I missed the anthology series that had disappeared from television by the mid-sixties; exciting shows that I had directed like TWILIGHT ZONE, SUSPENSE THEATRE, CHRYSLER THEATRE; shows I didn’t get to direct like ALFRED HITCHCOCK, THRILLER, THE OUTER LIMITS.

Stephen Bowie on his CLASSIC TELEVISION HISTORY blog wrote:

As the great anthologies of television’s Golden Age died off in the late nineteen-fifties and early sixties, independent producers like Fred Coe, David Susskind, and Herbert Brodkin quietly supplanted them with continuing dramatic series that offered equally challenging and intelligent content.

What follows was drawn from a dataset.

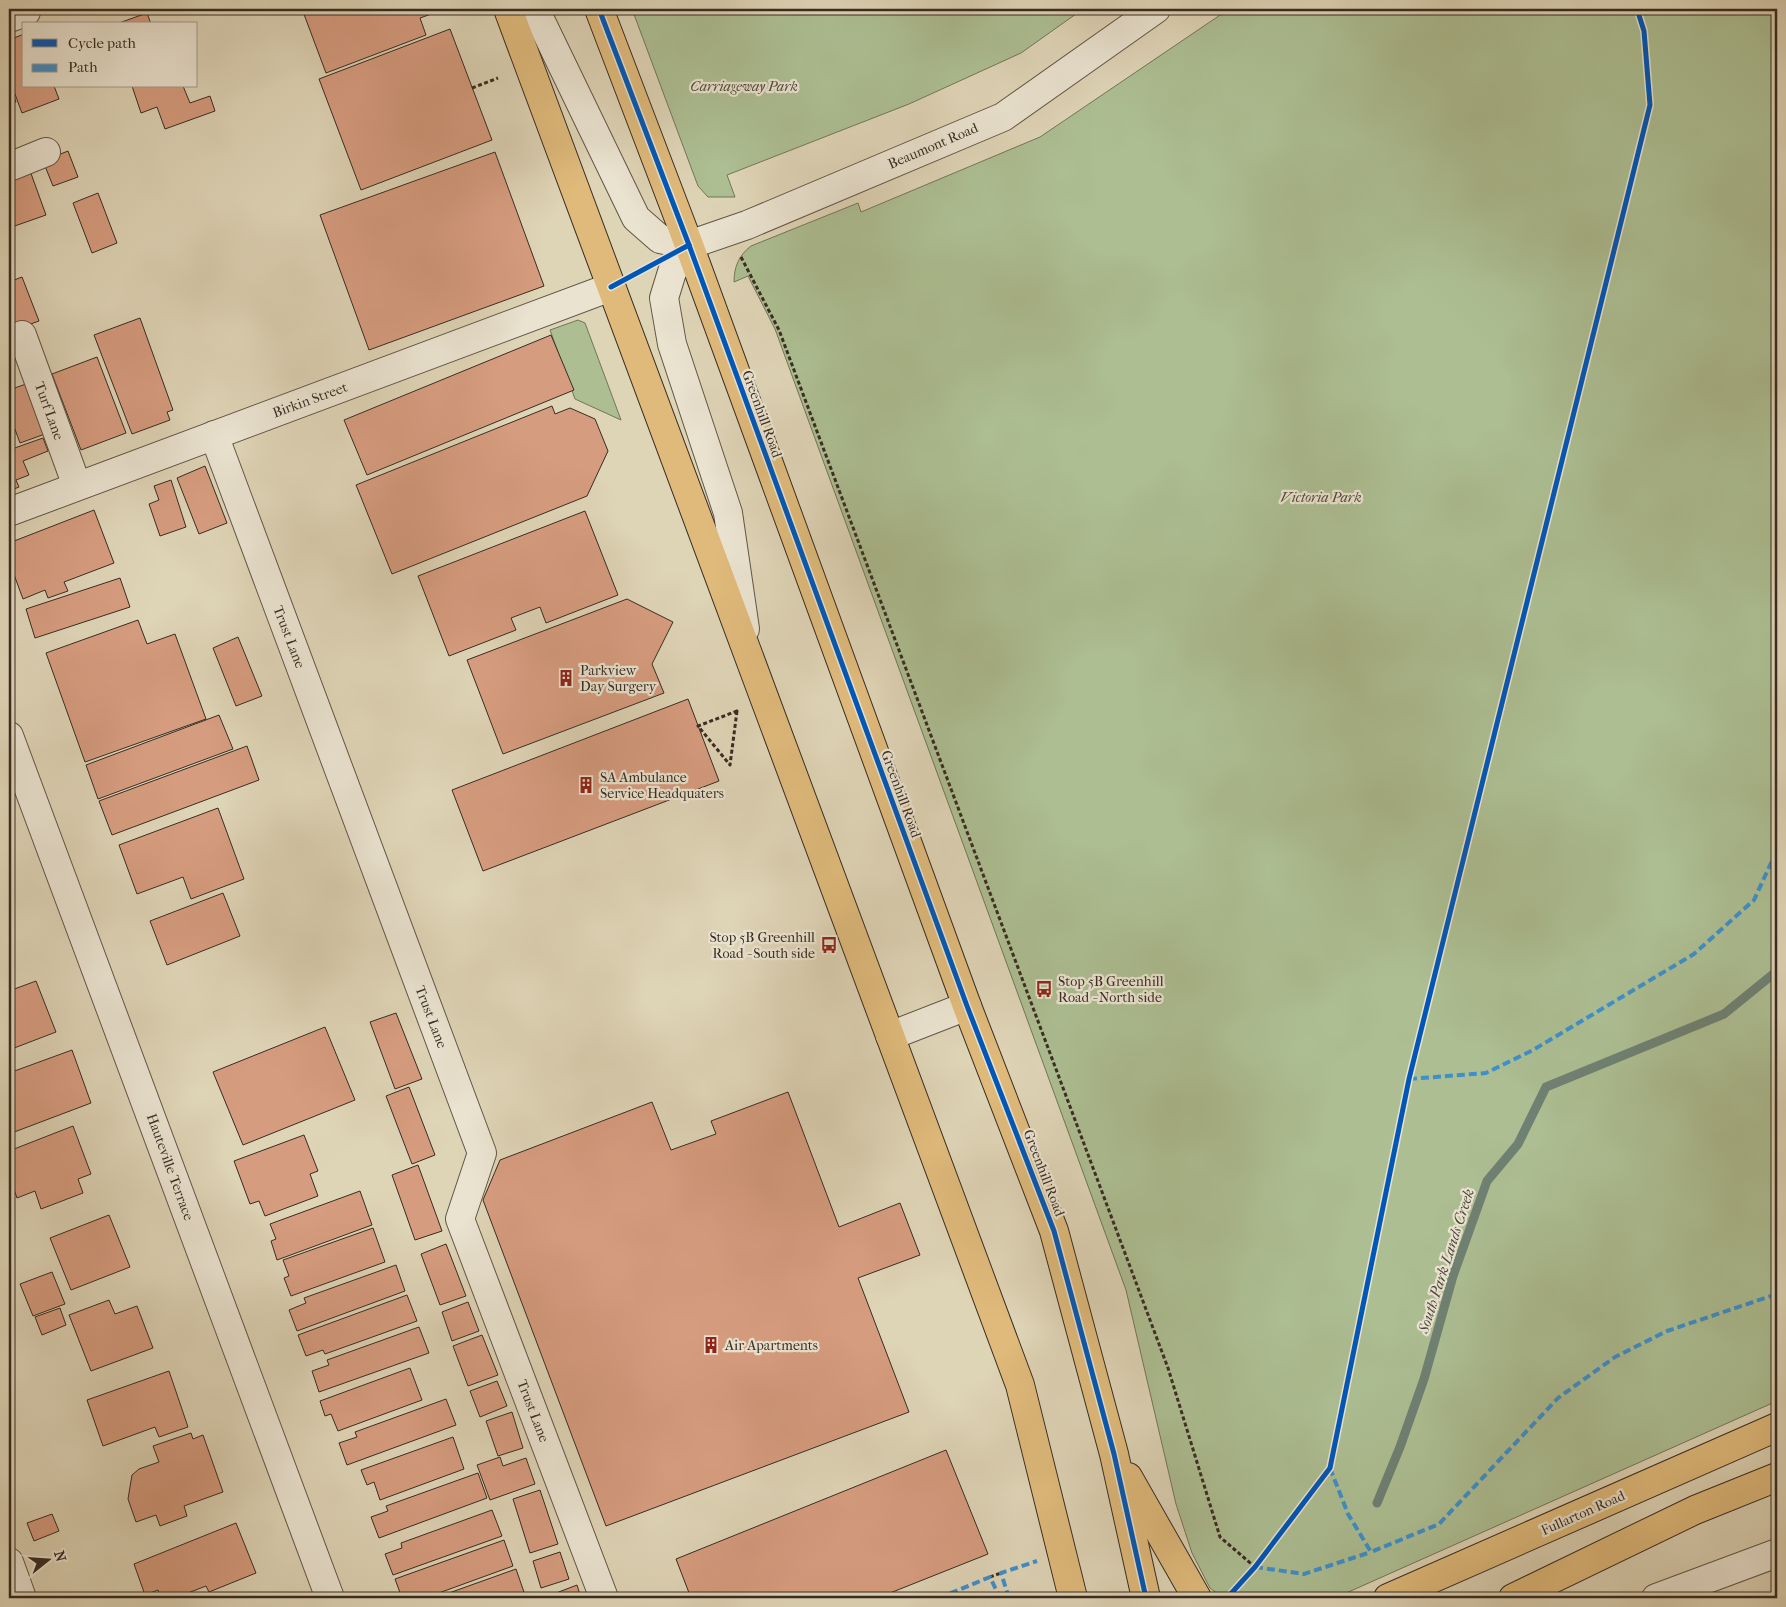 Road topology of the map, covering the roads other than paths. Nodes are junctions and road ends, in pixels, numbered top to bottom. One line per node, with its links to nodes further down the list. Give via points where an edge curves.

But even challenging dramatic series with intelligent content produced by those gentlemen, and you could add Herbert Leonard (NAKED CITY and ROUTE 66) to that group, were no longer visible. In 1973 David Gerber Productions produced POLICE STORY, true, another television crime drama, but an anthology series based on the writings of Joseph Wambaugh dedicated to presenting a realistic depiction of police work. It was a critic and rating success and ran for five seasons. Emboldened David Gerber Productions came up with another anthology series in 1975.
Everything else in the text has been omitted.